It is eight years since GDPR took effect, and most UK charity consent records are still messier than trustees realise. The original implementation was usually done in a rush, the data has been migrated through one or two CRM upgrades, and quarterly hygiene rarely happens. The result is a database where the consent flag is present but the evidence behind it is not. This is the single most common compliance gap I find in CRM audits, and it is the easiest to close.
What an audit-ready consent record actually contains
A consent record that will stand up to ICO scrutiny needs more than a tick-box. The minimum field set:
- Legal basis (consent, legitimate interest, contract) for each processing activity.
- Consent date and time.
- Channel covered (email, SMS, postal, phone, social) with a separate flag per channel.
- Capture source: form ID, paper form reference, telephone call recording reference, or event name.
- Wording of the consent statement actually shown to the supporter at the moment of capture.
- Version of the privacy notice in effect on that date.
- Subsequent changes (withdrawal, channel update) with audit history retained.
Most CRMs support all of this natively, often via custom objects or extension packs.
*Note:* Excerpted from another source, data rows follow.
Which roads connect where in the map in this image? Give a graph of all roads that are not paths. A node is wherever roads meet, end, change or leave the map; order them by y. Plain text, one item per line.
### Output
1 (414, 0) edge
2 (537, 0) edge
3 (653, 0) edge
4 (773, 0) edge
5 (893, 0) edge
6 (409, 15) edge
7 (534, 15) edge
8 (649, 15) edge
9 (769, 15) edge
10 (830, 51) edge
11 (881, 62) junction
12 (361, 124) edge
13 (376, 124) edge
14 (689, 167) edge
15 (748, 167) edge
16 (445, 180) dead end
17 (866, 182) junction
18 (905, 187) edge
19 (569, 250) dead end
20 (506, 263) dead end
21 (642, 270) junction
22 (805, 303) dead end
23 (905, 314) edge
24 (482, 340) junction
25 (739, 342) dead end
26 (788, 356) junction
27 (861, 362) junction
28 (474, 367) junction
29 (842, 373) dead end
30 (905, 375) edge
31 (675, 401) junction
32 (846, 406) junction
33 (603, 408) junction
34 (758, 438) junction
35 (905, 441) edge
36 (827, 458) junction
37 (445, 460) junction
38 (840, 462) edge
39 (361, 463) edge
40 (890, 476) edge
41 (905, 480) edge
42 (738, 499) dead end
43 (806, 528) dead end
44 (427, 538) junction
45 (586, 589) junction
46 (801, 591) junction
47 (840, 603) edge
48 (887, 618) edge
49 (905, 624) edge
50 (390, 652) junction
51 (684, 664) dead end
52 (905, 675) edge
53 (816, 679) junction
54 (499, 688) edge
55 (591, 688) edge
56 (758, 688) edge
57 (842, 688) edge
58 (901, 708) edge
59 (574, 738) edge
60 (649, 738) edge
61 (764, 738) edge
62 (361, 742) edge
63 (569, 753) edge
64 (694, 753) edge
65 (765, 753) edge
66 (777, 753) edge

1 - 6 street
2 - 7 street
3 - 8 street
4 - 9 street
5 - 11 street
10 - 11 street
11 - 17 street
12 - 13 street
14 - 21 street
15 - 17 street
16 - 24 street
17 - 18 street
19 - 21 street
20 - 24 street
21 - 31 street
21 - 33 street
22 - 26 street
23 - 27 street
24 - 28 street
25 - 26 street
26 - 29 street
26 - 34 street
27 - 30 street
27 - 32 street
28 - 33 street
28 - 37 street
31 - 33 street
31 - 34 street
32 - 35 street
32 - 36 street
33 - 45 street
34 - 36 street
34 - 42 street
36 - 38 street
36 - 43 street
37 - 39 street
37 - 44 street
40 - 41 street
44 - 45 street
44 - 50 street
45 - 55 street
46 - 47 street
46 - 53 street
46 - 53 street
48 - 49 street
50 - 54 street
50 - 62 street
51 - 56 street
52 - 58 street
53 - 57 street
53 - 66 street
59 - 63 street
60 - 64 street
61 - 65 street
The work is rarely about adding fields; it is about populating them consistently.
The diagnostic queries: run these this afternoon
You can find most of the gaps in an afternoon with five queries against the supporter database. Adapt the field names to your CRM but the logic is the same.
Query 1: consents without a date
Count records where the consent flag is set but the consent date is null or set to an implausible default (e.g. 1900-01-01, the data import date). This usually catches migrated legacy records and is the most urgent gap to fix.
Query 2: consents without a capture source
Count records where the consent flag is set but the capture source field is null or set to a generic value like Unknown or Import. Without source provenance, the consent is unevidenced.
Query 3: consents without a statement wording reference
Count records where the consent flag is set but there is no reference to the actual statement the supporter agreed to. If you cannot reproduce the wording, you cannot defend the consent.
Query 4: channel inconsistencies
Count records where the supporter has a single overall consent flag but no per-channel breakdown, or where the per-channel flags contradict each other (e.g. email consent yes, but on a global do-not-contact list).
Query 5: withdrawals not propagated
Count records where a withdrawal has been logged but the contact is still in active marketing segments or has received marketing email in the last 90 days. This is the gap most likely to generate a complaint.
In a charity that has not run consent hygiene since GDPR launched, expect 20 to 50 percent of historic active records to fail one or more of these queries. That is normal; it is the starting baseline, not a panic moment.
Remediation: in priority order
Priority 1: withdrawals propagation
Fix the withdrawal-not-propagated gap first. Anyone who has asked you to stop and is still being contacted is a complaint waiting to happen and the most direct ICO risk. Tighten the workflow that updates segments on withdrawal and run a one-off cleanup pass.
Priority 2: re-consent or remove unevidenced records
For historic records with consent flag but no date or source, run a re-consent campaign. Send a clear, single-purpose email asking the supporter to confirm they want to keep hearing from you, with an unsubscribe link of equal prominence. Anyone who does not respond and does not interact within a defined window (typically 90 days) gets moved to a suppression list.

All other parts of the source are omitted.